(Work to complete): Retype the entries below exactly, and keep every picture out of your version.

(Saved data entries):

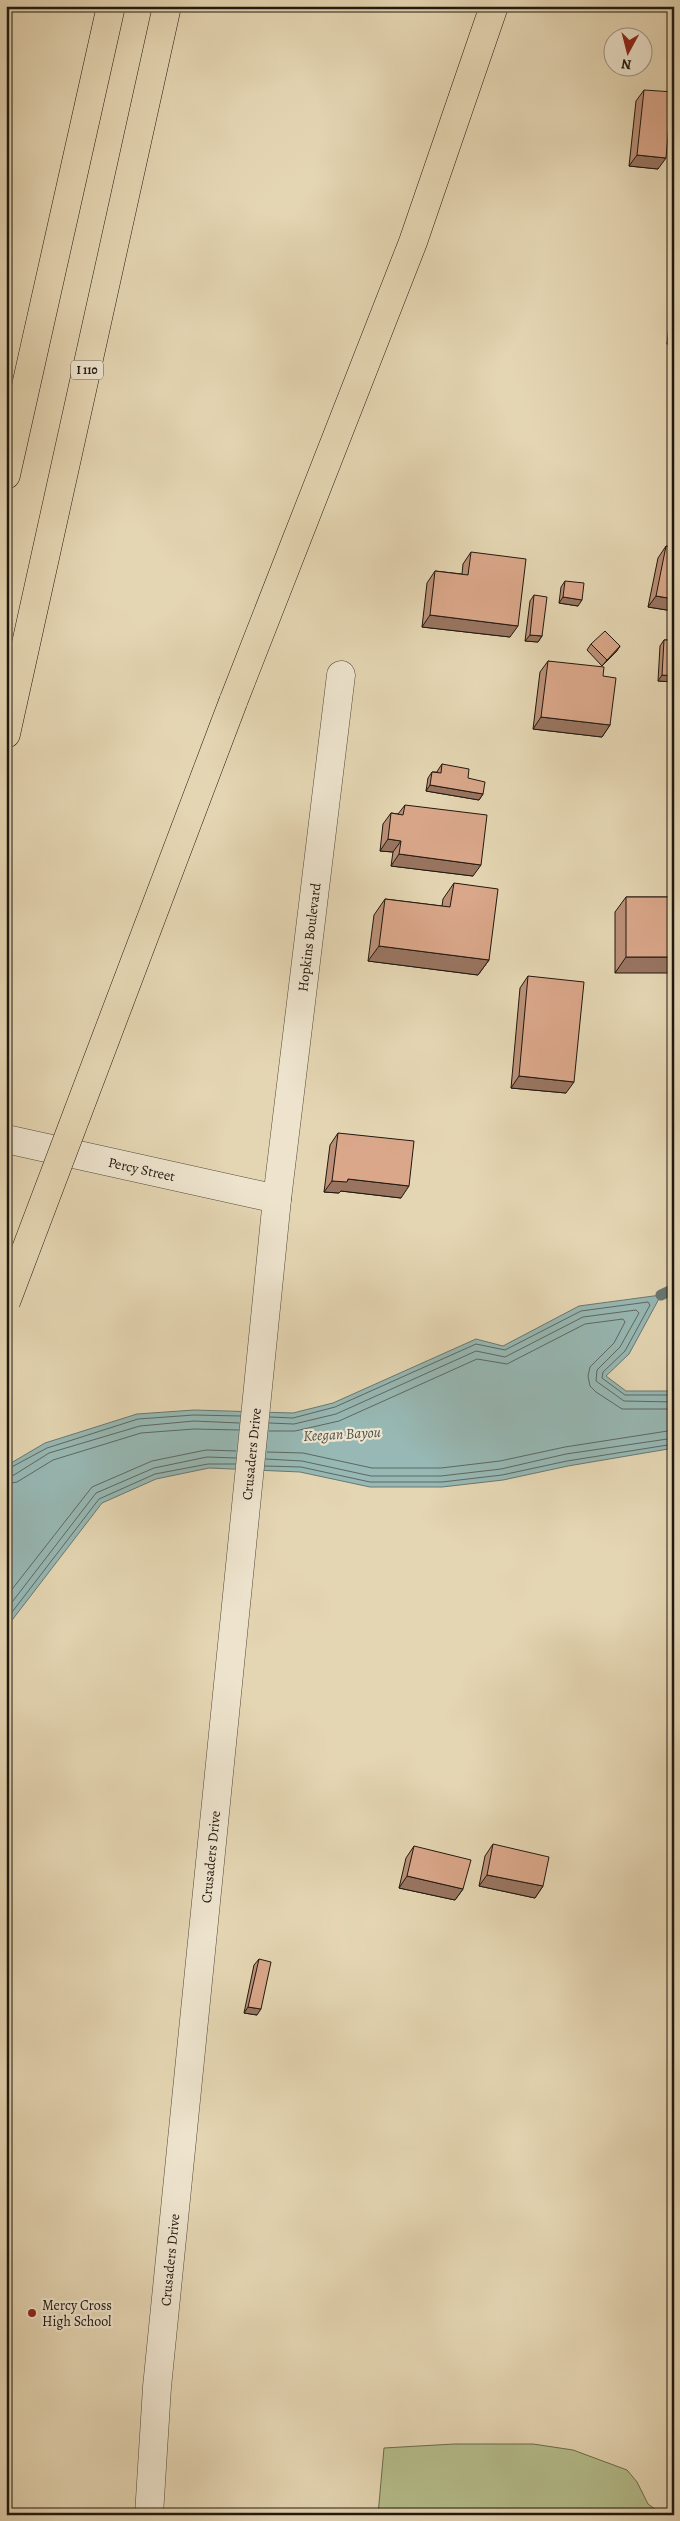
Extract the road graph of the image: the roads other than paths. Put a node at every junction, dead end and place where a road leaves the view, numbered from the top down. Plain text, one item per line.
1 (111, 6) edge
2 (167, 6) edge
3 (494, 6) edge
4 (6, 476) edge
5 (341, 675) dead end
6 (6, 734) edge
7 (6, 1139) edge
8 (277, 1200) junction
9 (6, 1302) edge
10 (149, 2515) edge

1 - 4 highway
2 - 6 highway, I 110
3 - 9 highway, bridge
5 - 8 street, Hopkins Boulevard
7 - 8 street, Percy Street
8 - 10 street, Crusaders Drive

(Output of the exercise):
Extract the road graph of the image: the roads other than paths. Put a node at every junction, dead end and place where a road leaves the view, numbered from the top down. Plain text, one item per line.
1 (111, 6) edge
2 (167, 6) edge
3 (494, 6) edge
4 (6, 476) edge
5 (341, 675) dead end
6 (6, 734) edge
7 (6, 1139) edge
8 (277, 1200) junction
9 (6, 1302) edge
10 (149, 2515) edge

1 - 4 highway
2 - 6 highway, I 110
3 - 9 highway, bridge
5 - 8 street, Hopkins Boulevard
7 - 8 street, Percy Street
8 - 10 street, Crusaders Drive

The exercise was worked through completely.